Proteção Civil ao abandono

A elaboração e a actualização das cartas de risco, de planos de emergência não são um luxo, mas instrumentos indispensáveis. Não há prevenção sem sensibilização das populações. Seria interessante a introdução destas matérias nos currículos escolares, bem como potenciar as novas plataformas de informação e a comunicação social numa estratégia de sensibilização e formação dos cidadãos. É necessário criar condições, meios e recursos humanos. É necessário também um adequado financiamento do sistema de Proteção Civil e das Associações de Bombeiros, libertando-as do sufoco em que se encontram e uma efectiva transferência de verbas para as autarquias que lhes possibilitem assumirem plenamente as suas competências e em condições de igualdade para todos os municípios.

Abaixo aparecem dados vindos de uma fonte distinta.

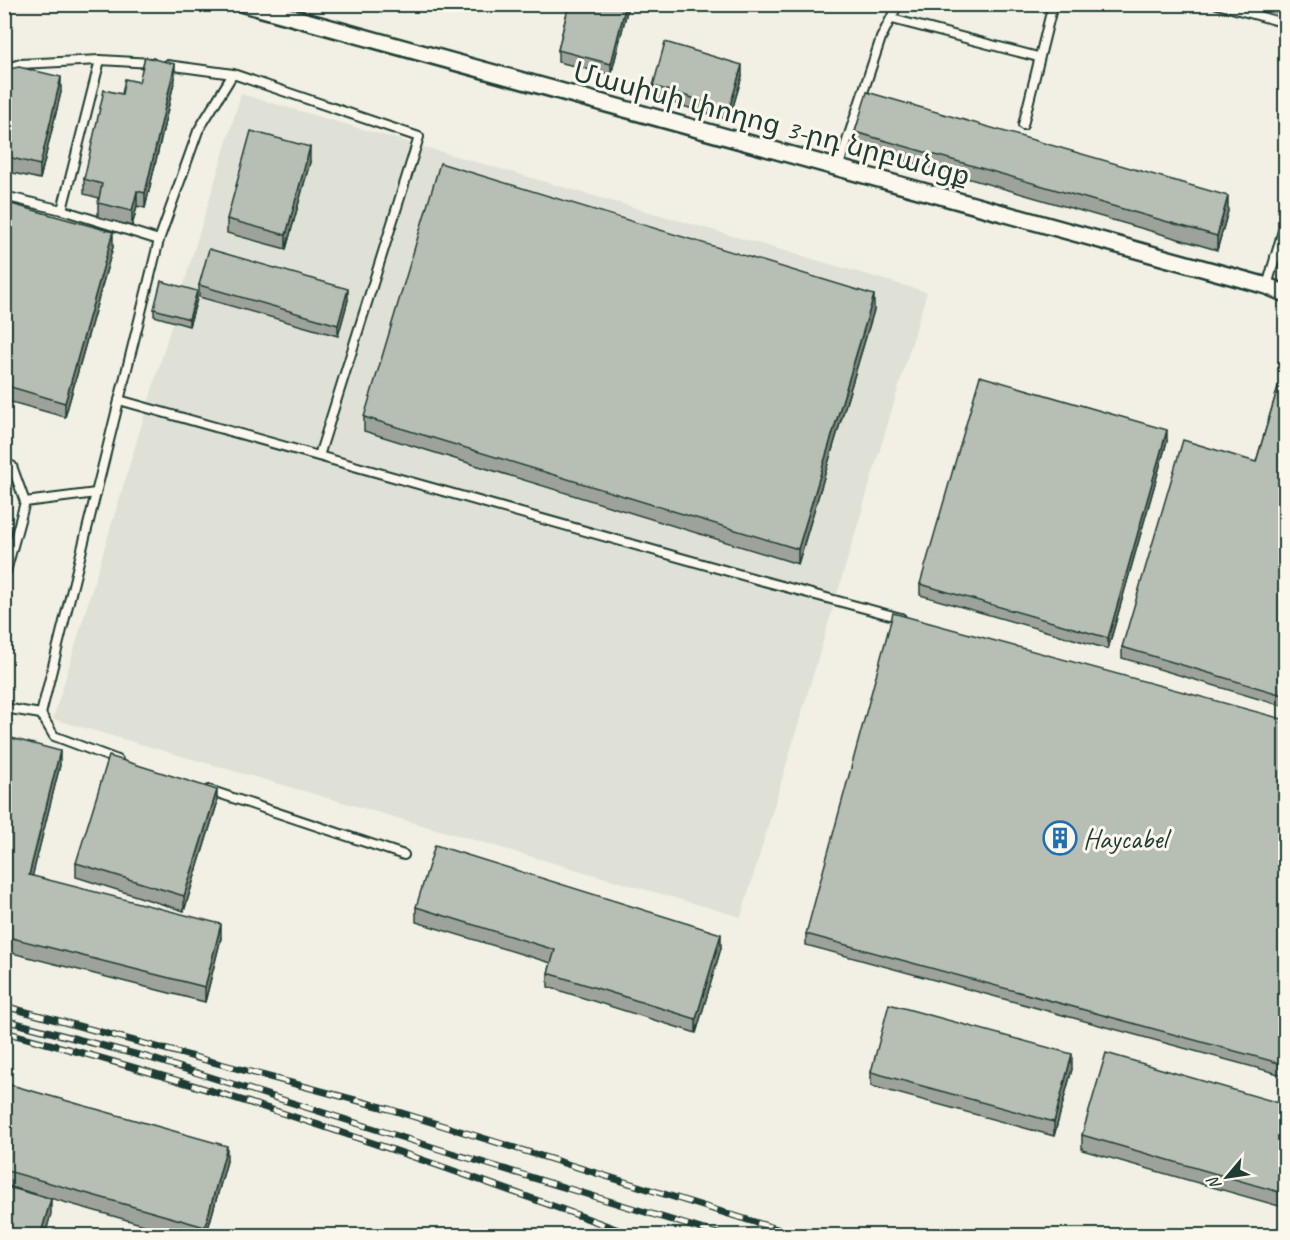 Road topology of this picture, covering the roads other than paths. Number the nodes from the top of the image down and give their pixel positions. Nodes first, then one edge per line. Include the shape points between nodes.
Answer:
1 (244, 4) edge
2 (898, 4) edge
3 (1053, 4) edge
4 (1217, 4) edge
5 (891, 19) junction
6 (1286, 23) edge
7 (1038, 57) junction
8 (100, 60) junction
9 (4, 69) edge
10 (233, 74) junction
11 (1023, 125) dead end
12 (838, 168) junction
13 (4, 196) edge
14 (62, 210) junction
15 (1286, 220) edge
16 (159, 240) junction
17 (1275, 257) junction
18 (1286, 258) edge
19 (1267, 286) junction
20 (1286, 294) edge
21 (119, 400) junction
22 (319, 456) junction
23 (4, 464) edge
24 (96, 494) junction
25 (25, 502) junction
26 (4, 579) edge
27 (905, 619) edge
28 (4, 708) edge
29 (41, 714) junction
30 (125, 762) edge
31 (203, 788) edge
32 (404, 855) dead end

1 - 12 street, Մասիսի փողոց 3-րդ նրբանցք
2 - 5 lane
3 - 7 lane
4 - 6 lane
5 - 7 lane
5 - 12 lane via 881,38
7 - 11 lane
8 - 9 lane via 20,64
8 - 10 lane
8 - 14 lane
10 - 16 lane via 198,131
10 - 22 lane via 419,137
12 - 19 street, Մասիսի փողոց 3-րդ նրբանցք
13 - 14 lane
14 - 16 lane
15 - 17 lane
16 - 21 lane
17 - 18 lane
17 - 19 lane
19 - 20 street, Մասիսի փողոց 3-րդ նրբանցք
21 - 22 lane
21 - 24 lane
22 - 27 lane
23 - 25 lane via 12,466
24 - 25 lane
24 - 29 lane
25 - 26 lane
28 - 29 lane
29 - 30 lane via 54,736
31 - 32 lane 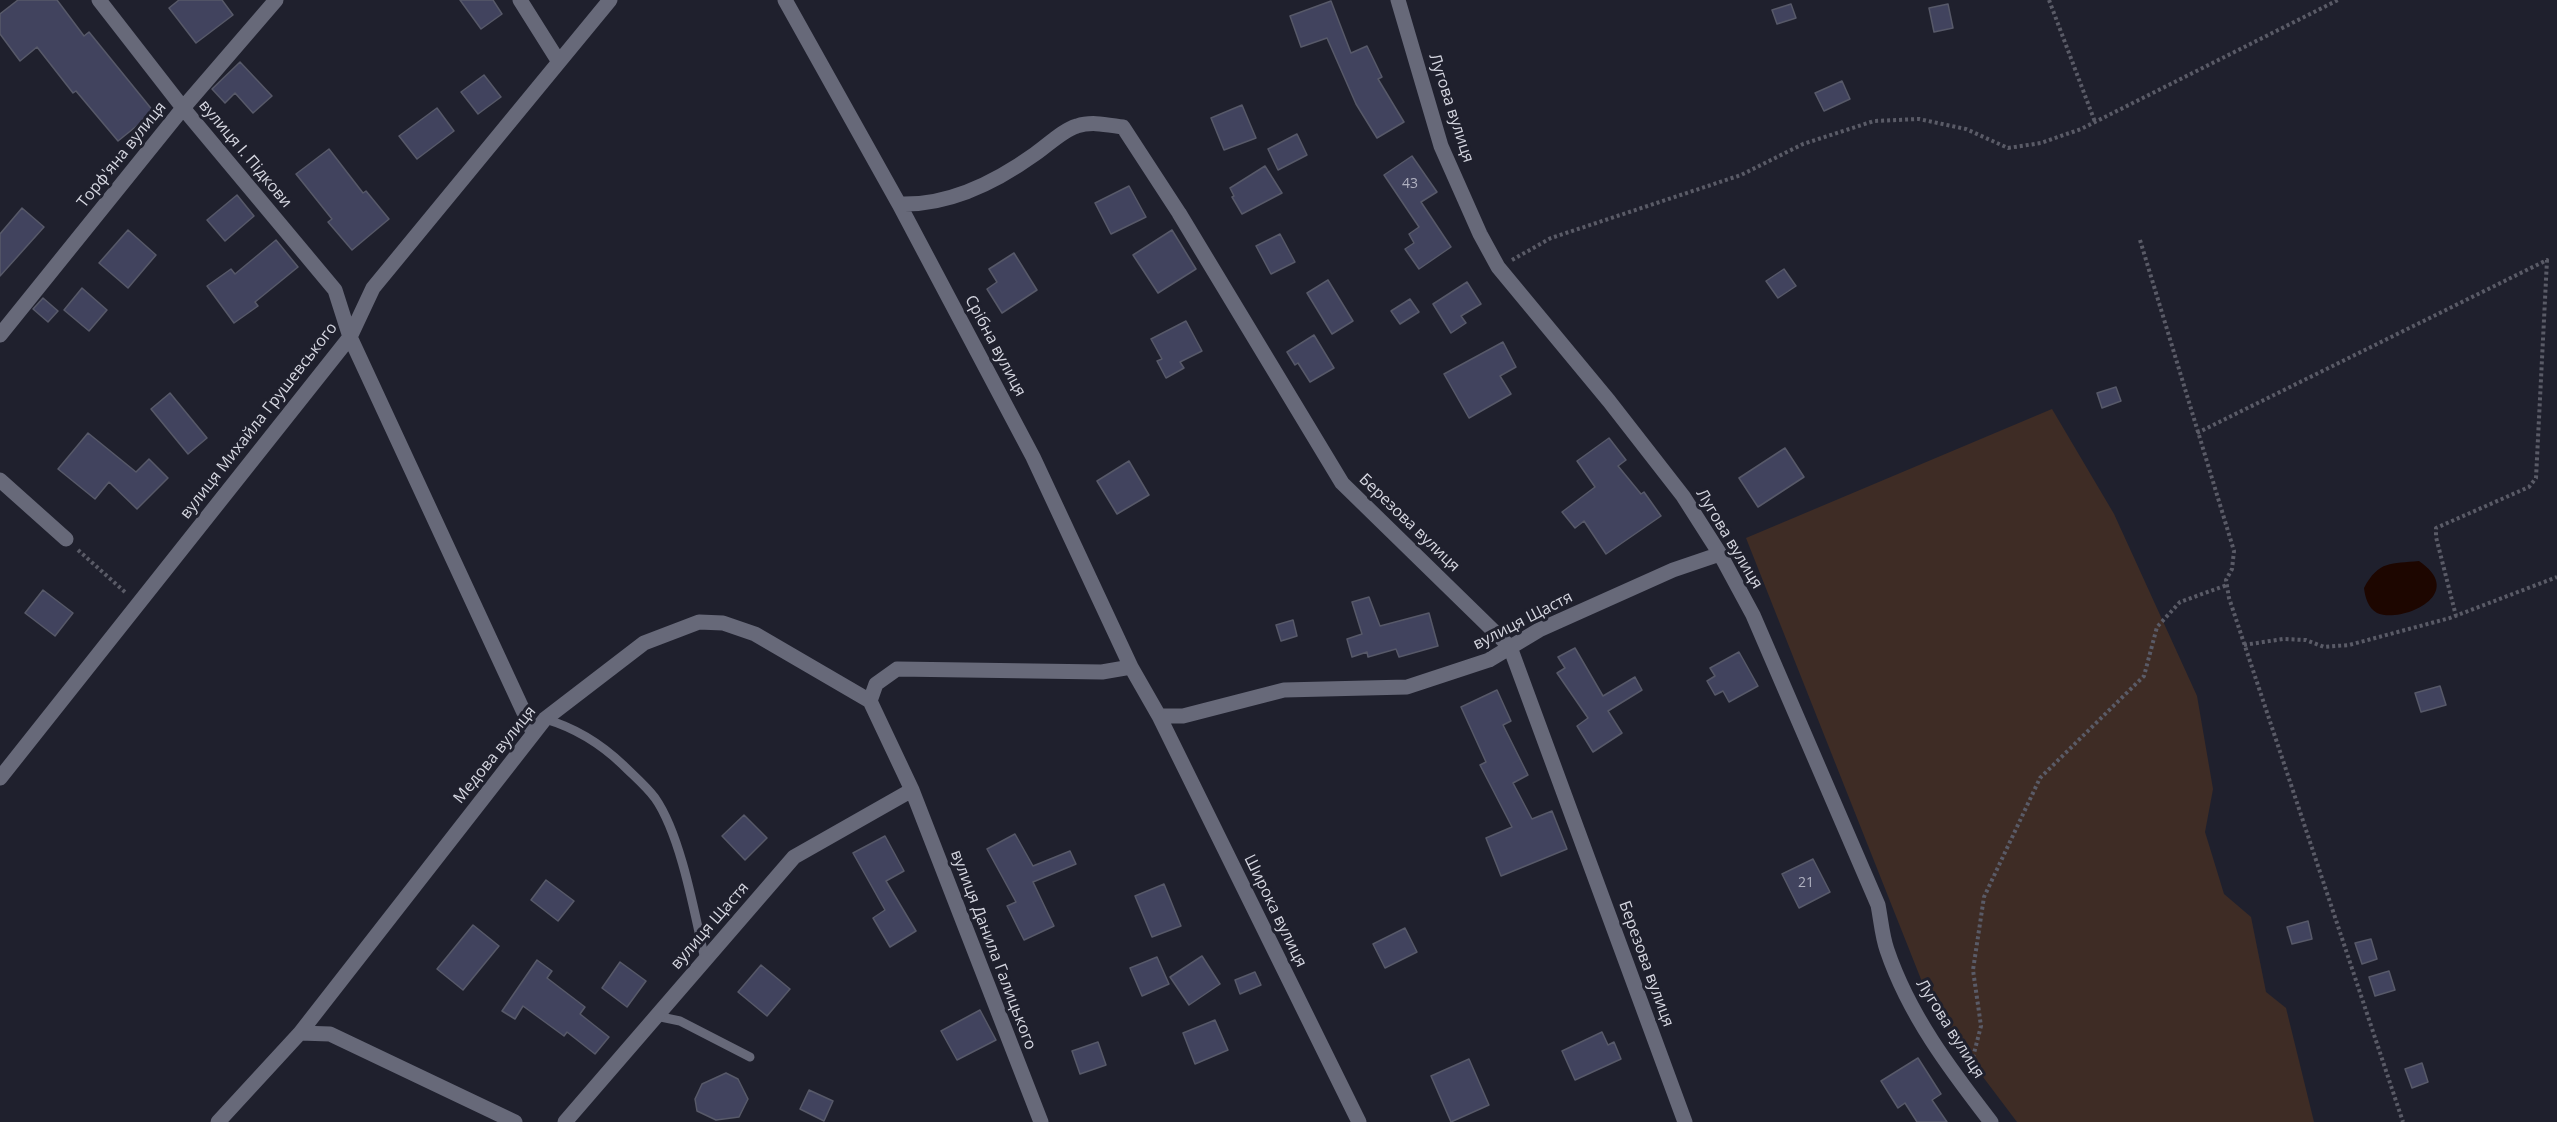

As questões relacionadas com a Proteção Civil têm vindo a assumir uma crescente relevância. Porque crescem os problemas e as preocupações ambientais e os fenómenos extremos são cada vez mais intensos e frequentes. Mas também porque o sistema tem vindo a ser cada vez mais posto à prova e, por essa razão, as falhas e insuficiências da estrutura são cada vez mais notadas. O sinistro em Ribeirão Fundo, em Santo Antão e o  incêndio na Pocilga, zona industrial de Sal Rei(Boa Vista), veio demonstrar que não existem os meios suficientes, que a prevenção e o planeamento não foram eficazes.

Diz o nosso povo que só se lembram de Santa Bárbara quando faz trovões. E muito boa gente em Cabo Verde só se lembra da prevenção, do sistema de protecção civil quando há incêndios. O sistema de Proteção civil é muito mais que combate a incêndios.

E tudo começa na prevenção ancorada em opções políticas de fundo que é preciso ter vontade e coragem para implementar. Ora não é isso que temos visto. Prevenção contra incêndios, mas também contra sismos, inundações, acidentes graves e catástrofes de diverso tipo. Estamos devidamente preparados? Parece-nos que não.

Com o ordenamento de território e a política de urbanismo sujeitas a interesses nem sempre louváveis e ao negócio especulativo, com a construção em cima de leitos de cheia, com prédios e empreendimentos turísticos que entram pelo mar dentro, não será de esperar que um temporal mais intenso faça galgar as águas?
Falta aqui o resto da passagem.